At the doorway to the volcanic area of Mount Doom, Gollum attacked Sam and Frodo, and wrestled for possession of the ring; he bit into and severed Frodo's finger to get the Ring, but its cursed power took effect as he celebrated possessing it once again ("Precious"). They struggled more and Gollum fell backwards to his death into the volcano's Crack of Doom while clutching the Ring to himself (Frodo was saved by hanging onto the cliff's edge) - ending its awesome dark power (and the power of Sauron, signified by the collapse of the Tower of Barad-dur and the end of the battle due to shockwaves and earthquakes). Gandalf saved Sam and Frodo with an Eagle from the volcano's destructive path of lava.

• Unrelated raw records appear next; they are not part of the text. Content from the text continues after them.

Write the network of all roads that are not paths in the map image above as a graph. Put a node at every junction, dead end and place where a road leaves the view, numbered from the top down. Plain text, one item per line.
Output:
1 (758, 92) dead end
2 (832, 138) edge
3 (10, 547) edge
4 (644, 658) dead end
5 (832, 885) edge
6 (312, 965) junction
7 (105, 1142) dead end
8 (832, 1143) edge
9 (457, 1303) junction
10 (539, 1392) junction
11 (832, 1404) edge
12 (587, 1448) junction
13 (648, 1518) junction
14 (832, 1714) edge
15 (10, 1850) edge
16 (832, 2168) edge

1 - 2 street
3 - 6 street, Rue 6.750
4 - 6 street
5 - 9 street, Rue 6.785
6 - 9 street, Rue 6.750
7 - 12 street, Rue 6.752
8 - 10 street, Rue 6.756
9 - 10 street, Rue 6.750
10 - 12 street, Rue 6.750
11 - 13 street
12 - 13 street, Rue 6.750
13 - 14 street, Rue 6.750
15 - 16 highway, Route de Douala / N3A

Everyone was reunited at Minas Tirith - and Aragorn was crowned the new King with a loving Arwen in attendance, and everyone bowed down to the four Hobbits ("My friends. You bow to no one"). The hobbits returned to their shire, where Sam married Rosie Cotton (Sarah McLeod) and Frodo wrote the story of the Lord of the Rings. In the tearful finale, Frodo left Middle-Earth with his elderly uncle Bilbo Baggins (Ian Holm), and was also accompanied by Gandalf - who bid farewell to the rest of the Fellowship (Frodo's three Hobbit friends), and then told Frodo: "It is time, Frodo", before departing with him for the Grey Havens (the elves' Undying Lands). The film ended with Sam joining his new wife and family in their Shire home ("Well, I'm back").

Film Notables (Awards, Facts, etc.)

With many of the same characters from the first two films.

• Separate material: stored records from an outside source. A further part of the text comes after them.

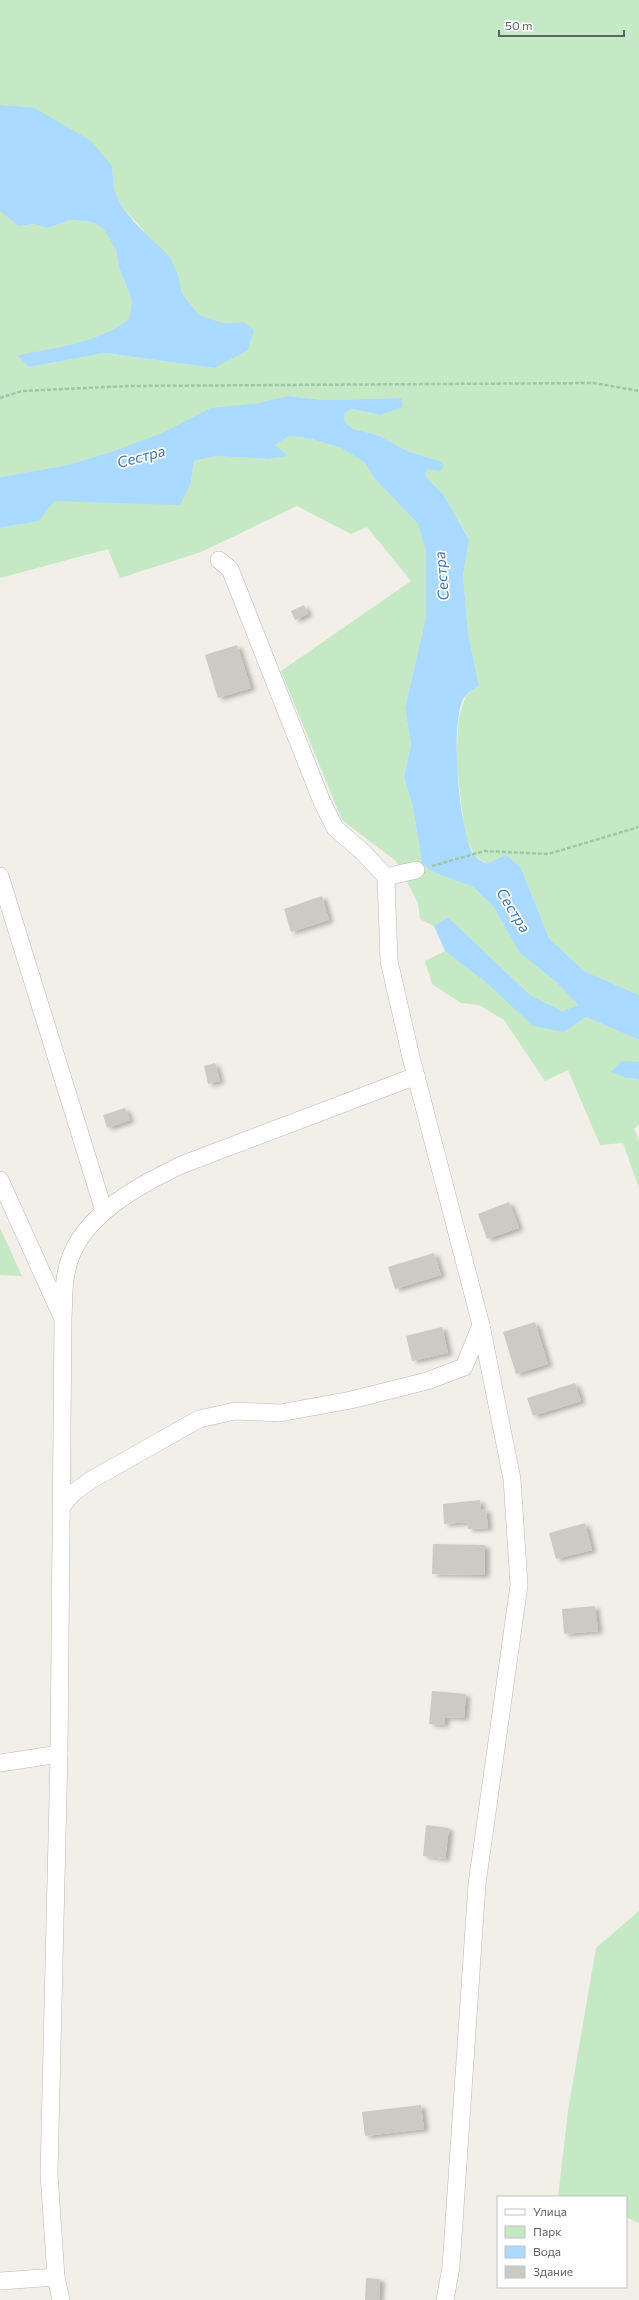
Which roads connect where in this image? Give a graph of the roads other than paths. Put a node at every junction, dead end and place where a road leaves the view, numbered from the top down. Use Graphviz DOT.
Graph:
graph roads {
  1 [pos="219,560"];
  2 [pos="416,870"];
  3 [pos="0,876"];
  4 [pos="386,877"];
  5 [pos="416,1076"];
  6 [pos="0,1180"];
  7 [pos="104,1211"];
  8 [pos="62,1319"];
  9 [pos="481,1325"];
  10 [pos="62,1506"];
  11 [pos="59,1754"];
  12 [pos="0,1763"];
  13 [pos="56,2277"];
  14 [pos="0,2281"];
  15 [pos="61,2300"];
  16 [pos="445,2300"];
  1 -- 4 [label="street"];
  2 -- 4 [label="street"];
  3 -- 7 [label="street"];
  4 -- 5 [label="street"];
  5 -- 7 [label="street"];
  5 -- 9 [label="street"];
  6 -- 8 [label="street"];
  7 -- 8 [label="street"];
  8 -- 10 [label="street"];
  9 -- 10 [label="street"];
  9 -- 16 [label="street"];
  10 -- 11 [label="street"];
  11 -- 12 [label="street"];
  11 -- 13 [label="street"];
  13 -- 14 [label="street"];
  13 -- 15 [label="street"];
}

With eleven Academy Award nominations (and eleven wins): Best Adapted Screenplay, Best Art Direction, Best Costume Design, Best Director, Best Film Editing, Best Makeup, Best Original Score, Best Original Song, Best Picture, Best Sound Mixing, Best Visual Effects.

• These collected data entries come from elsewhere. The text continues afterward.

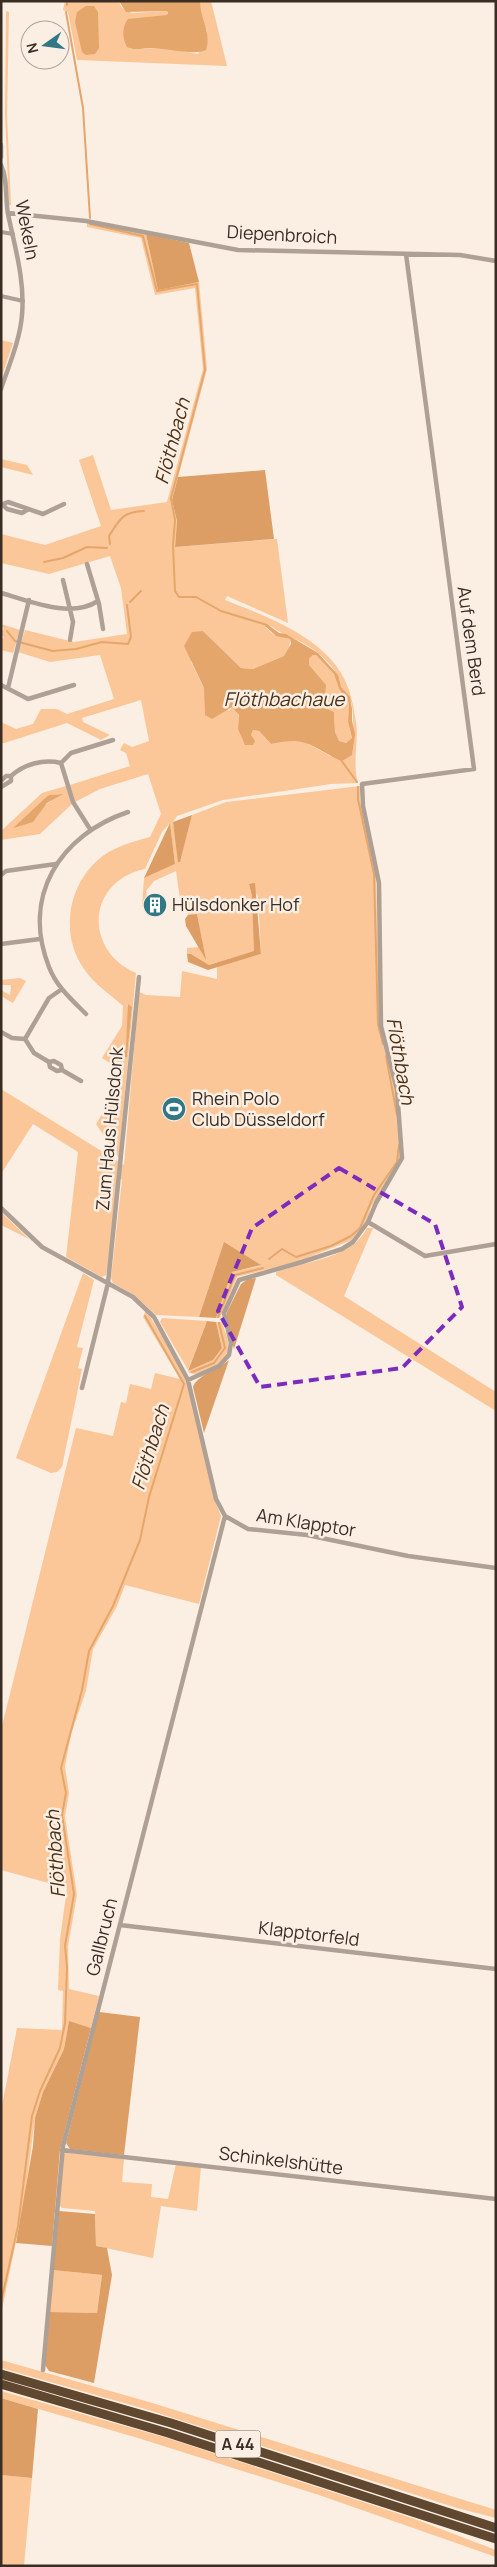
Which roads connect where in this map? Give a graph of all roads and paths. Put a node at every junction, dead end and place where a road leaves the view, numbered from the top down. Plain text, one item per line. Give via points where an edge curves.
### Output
1 (1, 145) edge
2 (1, 157) edge
3 (1, 165) edge
4 (8, 213) junction
5 (1, 232) edge
6 (13, 234) junction
7 (406, 254) junction
8 (496, 261) edge
9 (1, 296) edge
10 (23, 301) junction
11 (1, 389) edge
12 (2, 504) edge
13 (64, 504) dead end
14 (87, 564) dead end
15 (63, 580) dead end
16 (1, 593) edge
17 (29, 600) junction
18 (98, 600) junction
19 (70, 608) junction
20 (103, 629) dead end
21 (70, 640) dead end
22 (1, 685) edge
23 (74, 685) dead end
24 (8, 688) junction
25 (113, 740) dead end
26 (61, 762) junction
27 (11, 776) junction
28 (1, 781) edge
29 (1, 787) edge
30 (128, 812) dead end
31 (90, 828) junction
32 (56, 864) junction
33 (1, 869) edge
34 (6, 871) junction
35 (1, 876) edge
36 (40, 939) junction
37 (1, 944) edge
38 (139, 977) dead end
39 (62, 989) junction
40 (86, 1014) dead end
41 (1, 1032) edge
42 (25, 1039) junction
43 (81, 1081) dead end
44 (1, 1208) edge
45 (368, 1222) junction
46 (496, 1244) edge
47 (108, 1283) junction
48 (188, 1380) junction
49 (82, 1388) dead end
50 (225, 1516) junction
51 (496, 1568) edge
52 (120, 1925) junction
53 (496, 1969) edge
54 (62, 2150) junction
55 (496, 2199) edge
56 (43, 2370) dead end
57 (1, 2374) edge
58 (1, 2384) edge
59 (496, 2528) edge
60 (496, 2539) edge

1 - 2 street
3 - 4 street, Wekeln via 5,173
4 - 6 street, Wekeln
4 - 7 street, Diepenbroich via 86,220 238,250
5 - 6 street
6 - 10 street, Wekeln via 22,275
7 - 8 street, Diepenbroich via 460,255
7 - 45 street, Auf dem Berd via 474,769 362,784 363,806 379,883 381,1026 397,1090 403,1148 400,1165
9 - 10 street
10 - 11 street, Wekeln via 20,325
12 - 13 street via 8,502 43,514
14 - 18 street
15 - 19 street
16 - 17 street
17 - 19 street
17 - 24 street
18 - 19 street via 91,605
18 - 20 street
19 - 21 street via 73,626
22 - 24 street
23 - 24 street via 28,699
25 - 26 street via 71,753
26 - 27 street via 45,761 19,769
26 - 31 street via 73,802
27 - 28 street
27 - 29 street via 11,781
30 - 31 street
31 - 32 street via 70,845
32 - 34 street
32 - 36 street via 45,885
33 - 34 street
34 - 35 street
36 - 37 street
36 - 39 street via 49,968
38 - 47 street, Zum Haus Hülsdonk
39 - 40 street
39 - 42 street via 50,998
41 - 42 street via 12,1038
42 - 43 street via 34,1053 50,1066
44 - 47 street via 42,1247
45 - 46 street via 425,1256
45 - 48 street via 361,1235 342,1249 239,1280 224,1313 231,1343 229,1355 219,1366
47 - 48 street via 140,1302 151,1313
47 - 49 street, Zum Haus Hülsdonk
48 - 50 street via 216,1499
50 - 51 street, Am Klapptor via 248,1529 307,1534 408,1556
50 - 52 street, Gallbruch
52 - 53 street, Klapptorfeld
52 - 54 street, Gallbruch
54 - 55 street, Schinkelshütte
54 - 56 street, Gallbruch
57 - 59 highway, A 44 via 171,2423
58 - 60 highway, A 44 via 187,2438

With its eleven Oscars, it tied with Ben-Hur (1959) and Titanic (1997) for the most Oscars ever won by a single film. It also broke the previous record for a sweep (9 wins out of 9 nominations) set by Gigi (1958) and The Last Emperor (1987). Like them, LOTR: The Return of the King lacked nominations in the acting categories.

It was the first fantasy film to ever win the top Oscar prize.

One of the major criticisms was that it was almost 3 1/2 hours in length.

The film grossed $1 billion in just 9 weeks and 4 days, a new record.

With a production budget of $94 million, and box-office gross receipts of $377.8 million (domestic) and $1.12 billion (worldwide). It was the highest-grossing (domestic and worldwide) film of the entire franchise.

Set-pieces: the siege and battle at seven-tiered Minas Tirith, the spider's attack on Frodo in Shelob's Lair, the Battle of Pelennor Fields with Oliphaunts, and the last confrontation at the Black Gates of Mordor.

(Andy Serkis)

(Thomas Robins)

Lord Sauron

King Denethor
(John Noble)

Witch-king of Angmar/Nazgul

King Theoden
(Bernard Hill)

Captain Faramir
(David Wenham)

Orc Warrior

Zombie Army of the Dead leader
(Paul Norell)

(Miranda Otto)

The Eye/Mouth of Sauron

Gondor King Aragorn
(Viggo Mortensen)

(Liv Tyler)

Rosie Cotton
(Sarah McLeod)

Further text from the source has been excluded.